Corilagin exhibits differential anticancer effects through the modulation of STAT3/5 and MAPKs in human gastric cancer cells.

Abstract

Corilagin (CLG) is a hydrolyzable tannin and possesses various pharmacological activities. Here, we investigated the impact of CLG as an anti-tumor agent against human gastric tumor cells. We observed that CLG could cause negative regulation of JAKs-Src-STAT3/5 signaling axis in SNU-1 cells, but did not affect these pathways in SNU-16 cells. Interestingly, CLG promoted the induction of mitogen-activated protein kinases (MAPKs) signaling pathways in only SNU-16 cells, but not in the SNU-1 cells.
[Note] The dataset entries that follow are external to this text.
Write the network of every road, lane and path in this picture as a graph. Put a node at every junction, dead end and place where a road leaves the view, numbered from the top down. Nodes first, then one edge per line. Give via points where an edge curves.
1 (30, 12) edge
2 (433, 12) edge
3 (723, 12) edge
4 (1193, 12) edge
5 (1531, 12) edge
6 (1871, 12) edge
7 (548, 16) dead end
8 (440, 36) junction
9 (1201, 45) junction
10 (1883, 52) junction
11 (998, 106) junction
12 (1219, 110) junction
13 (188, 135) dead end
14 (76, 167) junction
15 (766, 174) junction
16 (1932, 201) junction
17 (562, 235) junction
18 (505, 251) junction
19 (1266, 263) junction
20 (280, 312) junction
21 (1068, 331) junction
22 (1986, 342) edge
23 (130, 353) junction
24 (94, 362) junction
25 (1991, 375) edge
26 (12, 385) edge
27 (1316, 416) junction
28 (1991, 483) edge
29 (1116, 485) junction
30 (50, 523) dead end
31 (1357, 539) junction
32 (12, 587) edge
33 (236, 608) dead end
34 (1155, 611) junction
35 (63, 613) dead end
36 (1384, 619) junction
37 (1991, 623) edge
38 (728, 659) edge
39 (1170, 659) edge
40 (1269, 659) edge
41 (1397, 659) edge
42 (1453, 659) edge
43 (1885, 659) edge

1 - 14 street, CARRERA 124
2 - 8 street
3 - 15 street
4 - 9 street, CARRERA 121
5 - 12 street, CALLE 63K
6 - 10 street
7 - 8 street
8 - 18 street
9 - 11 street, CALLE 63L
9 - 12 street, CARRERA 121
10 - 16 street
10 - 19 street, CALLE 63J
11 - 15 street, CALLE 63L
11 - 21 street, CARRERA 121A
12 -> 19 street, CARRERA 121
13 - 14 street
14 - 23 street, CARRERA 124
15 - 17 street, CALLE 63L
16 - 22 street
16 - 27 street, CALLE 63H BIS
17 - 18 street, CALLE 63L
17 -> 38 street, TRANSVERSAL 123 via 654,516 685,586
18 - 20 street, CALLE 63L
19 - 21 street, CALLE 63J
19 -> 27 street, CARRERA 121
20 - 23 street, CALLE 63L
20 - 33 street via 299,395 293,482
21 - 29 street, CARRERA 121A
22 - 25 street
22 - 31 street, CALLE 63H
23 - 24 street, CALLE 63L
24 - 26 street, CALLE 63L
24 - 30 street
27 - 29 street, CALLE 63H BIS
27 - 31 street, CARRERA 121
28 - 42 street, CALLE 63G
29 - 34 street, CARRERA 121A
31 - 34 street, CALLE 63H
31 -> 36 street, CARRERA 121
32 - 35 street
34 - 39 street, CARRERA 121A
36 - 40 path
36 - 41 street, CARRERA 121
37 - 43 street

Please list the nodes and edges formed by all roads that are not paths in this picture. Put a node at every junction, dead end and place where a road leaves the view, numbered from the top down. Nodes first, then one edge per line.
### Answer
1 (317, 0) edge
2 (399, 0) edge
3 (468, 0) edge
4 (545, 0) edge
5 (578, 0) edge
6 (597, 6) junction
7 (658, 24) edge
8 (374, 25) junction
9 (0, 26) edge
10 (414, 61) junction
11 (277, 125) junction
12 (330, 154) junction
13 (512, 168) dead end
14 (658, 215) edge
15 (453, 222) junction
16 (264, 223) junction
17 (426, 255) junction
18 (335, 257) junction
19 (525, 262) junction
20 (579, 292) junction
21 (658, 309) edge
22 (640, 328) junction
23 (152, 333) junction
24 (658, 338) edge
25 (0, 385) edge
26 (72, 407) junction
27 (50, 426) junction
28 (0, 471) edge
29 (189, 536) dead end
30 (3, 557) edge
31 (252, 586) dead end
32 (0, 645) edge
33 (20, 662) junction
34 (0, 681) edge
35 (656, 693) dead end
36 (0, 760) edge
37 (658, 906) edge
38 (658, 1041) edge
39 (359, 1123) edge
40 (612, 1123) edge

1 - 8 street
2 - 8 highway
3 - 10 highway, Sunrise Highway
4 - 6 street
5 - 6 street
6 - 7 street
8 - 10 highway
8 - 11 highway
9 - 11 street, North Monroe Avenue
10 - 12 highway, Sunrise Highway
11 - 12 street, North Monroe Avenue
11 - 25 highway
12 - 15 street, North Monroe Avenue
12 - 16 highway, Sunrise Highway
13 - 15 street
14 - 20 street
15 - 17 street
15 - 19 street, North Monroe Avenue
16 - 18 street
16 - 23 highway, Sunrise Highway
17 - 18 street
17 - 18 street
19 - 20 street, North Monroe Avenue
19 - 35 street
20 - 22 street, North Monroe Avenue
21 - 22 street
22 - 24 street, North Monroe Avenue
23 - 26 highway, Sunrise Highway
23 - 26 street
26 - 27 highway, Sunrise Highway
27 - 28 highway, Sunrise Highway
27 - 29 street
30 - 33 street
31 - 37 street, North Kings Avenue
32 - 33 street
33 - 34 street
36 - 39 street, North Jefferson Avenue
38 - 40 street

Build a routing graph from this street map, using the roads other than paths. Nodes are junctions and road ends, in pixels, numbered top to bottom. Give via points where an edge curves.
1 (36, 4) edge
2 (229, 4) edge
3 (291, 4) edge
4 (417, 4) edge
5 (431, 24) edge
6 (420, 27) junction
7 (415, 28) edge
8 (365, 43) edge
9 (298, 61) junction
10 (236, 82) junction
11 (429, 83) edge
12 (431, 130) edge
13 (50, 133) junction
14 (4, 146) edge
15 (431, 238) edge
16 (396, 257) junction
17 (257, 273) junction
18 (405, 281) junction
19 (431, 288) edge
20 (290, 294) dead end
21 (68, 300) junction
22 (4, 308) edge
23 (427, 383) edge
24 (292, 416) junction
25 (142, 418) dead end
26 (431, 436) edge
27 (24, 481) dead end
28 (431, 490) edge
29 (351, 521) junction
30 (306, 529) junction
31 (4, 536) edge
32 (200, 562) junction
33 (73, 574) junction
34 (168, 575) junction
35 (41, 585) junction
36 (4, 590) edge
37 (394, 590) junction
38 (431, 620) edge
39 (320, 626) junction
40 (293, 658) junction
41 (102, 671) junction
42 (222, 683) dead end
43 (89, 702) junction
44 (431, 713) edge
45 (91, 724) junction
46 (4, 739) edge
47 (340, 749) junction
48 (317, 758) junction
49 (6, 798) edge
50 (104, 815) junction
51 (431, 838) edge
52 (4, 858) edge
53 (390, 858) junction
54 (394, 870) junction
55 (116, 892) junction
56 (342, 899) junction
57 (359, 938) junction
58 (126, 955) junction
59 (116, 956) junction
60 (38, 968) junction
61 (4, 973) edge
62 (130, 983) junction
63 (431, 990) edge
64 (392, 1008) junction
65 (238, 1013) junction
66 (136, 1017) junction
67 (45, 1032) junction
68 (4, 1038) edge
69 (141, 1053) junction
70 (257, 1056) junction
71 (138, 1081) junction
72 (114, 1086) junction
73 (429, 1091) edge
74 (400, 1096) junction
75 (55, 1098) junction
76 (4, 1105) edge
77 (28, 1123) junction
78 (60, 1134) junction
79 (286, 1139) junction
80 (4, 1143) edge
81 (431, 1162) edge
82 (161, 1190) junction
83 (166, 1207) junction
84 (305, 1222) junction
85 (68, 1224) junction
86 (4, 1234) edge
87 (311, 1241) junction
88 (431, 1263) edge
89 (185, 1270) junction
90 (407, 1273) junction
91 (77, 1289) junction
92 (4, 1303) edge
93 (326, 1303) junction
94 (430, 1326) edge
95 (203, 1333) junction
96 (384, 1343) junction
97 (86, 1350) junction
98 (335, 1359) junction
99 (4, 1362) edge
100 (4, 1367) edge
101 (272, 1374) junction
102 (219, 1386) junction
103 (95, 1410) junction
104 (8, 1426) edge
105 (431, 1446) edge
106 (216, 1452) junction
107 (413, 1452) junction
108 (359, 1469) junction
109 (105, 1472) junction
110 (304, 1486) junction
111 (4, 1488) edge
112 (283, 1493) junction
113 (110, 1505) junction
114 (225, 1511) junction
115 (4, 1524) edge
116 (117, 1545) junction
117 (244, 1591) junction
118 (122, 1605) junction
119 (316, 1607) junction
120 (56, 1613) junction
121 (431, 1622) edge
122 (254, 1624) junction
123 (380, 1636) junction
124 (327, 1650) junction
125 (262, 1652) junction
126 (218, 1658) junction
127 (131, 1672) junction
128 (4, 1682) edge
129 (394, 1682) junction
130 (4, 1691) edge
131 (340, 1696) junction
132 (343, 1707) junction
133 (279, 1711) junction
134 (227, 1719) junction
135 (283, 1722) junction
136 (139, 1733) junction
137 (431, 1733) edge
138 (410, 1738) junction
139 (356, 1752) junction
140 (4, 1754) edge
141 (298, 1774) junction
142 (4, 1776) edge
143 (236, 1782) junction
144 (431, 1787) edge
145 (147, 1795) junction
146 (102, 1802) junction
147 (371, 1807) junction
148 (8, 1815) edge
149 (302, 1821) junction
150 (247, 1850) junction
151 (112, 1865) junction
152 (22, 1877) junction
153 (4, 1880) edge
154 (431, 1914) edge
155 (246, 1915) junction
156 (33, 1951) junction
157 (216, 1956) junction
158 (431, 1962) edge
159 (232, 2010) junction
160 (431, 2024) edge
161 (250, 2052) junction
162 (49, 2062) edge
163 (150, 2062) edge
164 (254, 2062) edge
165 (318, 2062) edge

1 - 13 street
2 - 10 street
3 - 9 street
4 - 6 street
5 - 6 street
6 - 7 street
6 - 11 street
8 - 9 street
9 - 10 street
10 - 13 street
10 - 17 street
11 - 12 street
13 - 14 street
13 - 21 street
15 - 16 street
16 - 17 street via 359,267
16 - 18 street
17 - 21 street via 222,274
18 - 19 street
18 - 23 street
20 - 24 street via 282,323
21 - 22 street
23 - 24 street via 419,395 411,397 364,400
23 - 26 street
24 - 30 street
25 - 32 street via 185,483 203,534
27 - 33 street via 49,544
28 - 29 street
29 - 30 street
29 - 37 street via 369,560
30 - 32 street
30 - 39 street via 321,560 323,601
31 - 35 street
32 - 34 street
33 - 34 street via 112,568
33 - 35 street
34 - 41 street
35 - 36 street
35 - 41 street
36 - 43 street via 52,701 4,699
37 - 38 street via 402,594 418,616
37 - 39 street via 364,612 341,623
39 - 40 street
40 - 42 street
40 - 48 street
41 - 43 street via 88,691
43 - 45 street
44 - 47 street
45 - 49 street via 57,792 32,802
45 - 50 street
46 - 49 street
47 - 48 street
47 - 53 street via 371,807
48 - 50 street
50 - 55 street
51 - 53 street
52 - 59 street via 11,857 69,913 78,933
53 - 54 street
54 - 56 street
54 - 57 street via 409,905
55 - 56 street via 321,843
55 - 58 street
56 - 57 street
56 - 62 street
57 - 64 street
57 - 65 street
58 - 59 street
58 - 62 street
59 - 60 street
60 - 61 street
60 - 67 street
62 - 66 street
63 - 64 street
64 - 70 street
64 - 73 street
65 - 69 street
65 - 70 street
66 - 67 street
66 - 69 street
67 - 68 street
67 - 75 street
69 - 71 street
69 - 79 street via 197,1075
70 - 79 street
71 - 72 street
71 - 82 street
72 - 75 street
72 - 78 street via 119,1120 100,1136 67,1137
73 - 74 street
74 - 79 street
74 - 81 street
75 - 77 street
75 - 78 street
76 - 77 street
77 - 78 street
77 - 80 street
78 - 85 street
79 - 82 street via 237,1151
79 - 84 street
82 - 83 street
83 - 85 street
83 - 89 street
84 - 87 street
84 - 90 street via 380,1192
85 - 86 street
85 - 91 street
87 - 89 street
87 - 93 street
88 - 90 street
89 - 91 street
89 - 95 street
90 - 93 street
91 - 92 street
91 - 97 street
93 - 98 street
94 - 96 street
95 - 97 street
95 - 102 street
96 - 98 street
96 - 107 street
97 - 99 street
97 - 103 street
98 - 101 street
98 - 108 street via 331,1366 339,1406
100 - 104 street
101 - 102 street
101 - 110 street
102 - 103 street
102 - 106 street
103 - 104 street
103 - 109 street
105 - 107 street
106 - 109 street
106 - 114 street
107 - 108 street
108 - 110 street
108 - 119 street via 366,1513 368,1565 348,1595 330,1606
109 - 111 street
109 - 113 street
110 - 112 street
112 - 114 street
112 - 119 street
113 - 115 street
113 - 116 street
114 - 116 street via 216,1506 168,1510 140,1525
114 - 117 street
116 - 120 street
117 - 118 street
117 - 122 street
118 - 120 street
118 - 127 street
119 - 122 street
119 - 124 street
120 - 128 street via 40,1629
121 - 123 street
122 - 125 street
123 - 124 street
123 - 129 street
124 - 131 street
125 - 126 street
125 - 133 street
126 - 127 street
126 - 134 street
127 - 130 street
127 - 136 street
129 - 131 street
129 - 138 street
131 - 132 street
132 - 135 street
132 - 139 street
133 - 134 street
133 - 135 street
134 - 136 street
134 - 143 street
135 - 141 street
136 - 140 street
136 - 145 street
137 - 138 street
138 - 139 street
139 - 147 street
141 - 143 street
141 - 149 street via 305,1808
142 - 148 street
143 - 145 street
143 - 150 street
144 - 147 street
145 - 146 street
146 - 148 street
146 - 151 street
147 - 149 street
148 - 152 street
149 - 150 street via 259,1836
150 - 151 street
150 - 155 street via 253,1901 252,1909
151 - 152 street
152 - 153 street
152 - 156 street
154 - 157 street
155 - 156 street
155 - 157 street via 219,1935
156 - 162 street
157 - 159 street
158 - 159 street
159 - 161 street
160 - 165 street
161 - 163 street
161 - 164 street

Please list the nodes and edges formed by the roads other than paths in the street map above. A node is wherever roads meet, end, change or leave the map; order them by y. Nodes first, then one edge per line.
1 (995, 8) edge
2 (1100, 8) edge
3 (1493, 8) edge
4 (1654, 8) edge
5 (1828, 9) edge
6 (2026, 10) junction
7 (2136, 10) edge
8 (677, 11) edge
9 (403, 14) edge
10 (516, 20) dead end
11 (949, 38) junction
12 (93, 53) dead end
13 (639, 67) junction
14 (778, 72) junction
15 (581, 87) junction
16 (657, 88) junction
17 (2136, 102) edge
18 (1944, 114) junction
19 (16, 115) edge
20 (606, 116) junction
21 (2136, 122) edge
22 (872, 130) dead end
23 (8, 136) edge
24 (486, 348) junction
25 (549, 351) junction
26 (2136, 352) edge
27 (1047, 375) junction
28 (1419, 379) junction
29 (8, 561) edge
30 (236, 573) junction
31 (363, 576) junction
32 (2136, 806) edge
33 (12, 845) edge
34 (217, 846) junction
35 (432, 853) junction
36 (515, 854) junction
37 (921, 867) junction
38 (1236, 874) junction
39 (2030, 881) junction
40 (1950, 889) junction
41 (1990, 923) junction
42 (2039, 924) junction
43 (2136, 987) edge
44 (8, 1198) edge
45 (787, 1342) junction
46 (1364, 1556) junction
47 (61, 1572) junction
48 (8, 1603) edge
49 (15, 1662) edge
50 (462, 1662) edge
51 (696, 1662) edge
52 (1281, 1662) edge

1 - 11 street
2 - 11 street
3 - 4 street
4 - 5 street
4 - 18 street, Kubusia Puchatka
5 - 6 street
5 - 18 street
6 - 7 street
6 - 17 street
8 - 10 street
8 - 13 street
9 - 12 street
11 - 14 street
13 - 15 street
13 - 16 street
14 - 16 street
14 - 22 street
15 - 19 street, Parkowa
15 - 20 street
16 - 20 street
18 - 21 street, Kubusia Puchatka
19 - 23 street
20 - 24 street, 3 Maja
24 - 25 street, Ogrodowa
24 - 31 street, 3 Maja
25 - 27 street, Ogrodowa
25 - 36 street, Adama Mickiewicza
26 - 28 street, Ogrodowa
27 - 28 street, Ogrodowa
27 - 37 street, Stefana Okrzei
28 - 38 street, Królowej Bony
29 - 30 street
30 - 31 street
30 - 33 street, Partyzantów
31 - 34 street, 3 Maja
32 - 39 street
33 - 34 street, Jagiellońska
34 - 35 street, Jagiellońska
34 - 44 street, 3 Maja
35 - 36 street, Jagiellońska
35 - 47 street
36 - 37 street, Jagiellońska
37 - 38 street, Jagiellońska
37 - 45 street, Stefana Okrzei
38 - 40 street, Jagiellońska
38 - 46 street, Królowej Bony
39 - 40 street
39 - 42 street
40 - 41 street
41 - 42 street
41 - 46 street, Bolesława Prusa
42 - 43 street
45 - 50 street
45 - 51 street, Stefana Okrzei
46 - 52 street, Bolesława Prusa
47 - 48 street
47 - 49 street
CLG exhibited apoptotic effects that caused an increased accumulation of the cells in sub-G1 phase and caspase-3 activation in both SNU-1 and SNU-16 cell lines. We also noticed that CLG and docetaxel co-treatment could exhibit significantly enhanced apoptotic effects against SNU-1 cells. Moreover, the combinations treatment of CLG and docetaxel markedly inhibited cell growth, phosphorylation of JAK-Src-STAT3 and induced substantial apoptosis. Additionally, pharmacological inhibition of JNK, p38, and ERK substantially blocked CLG-induced activation of MAPKs, cell viability, and apoptosis, thereby implicating the pivotal role of MAPKs in the observed anti-cancer effects of CLG. Taken together, our data suggest that CLG could effectively block constitutive STAT3/5 activation in SNU-1 cells but induce sustained MAPKs activation in SNU-16 cells.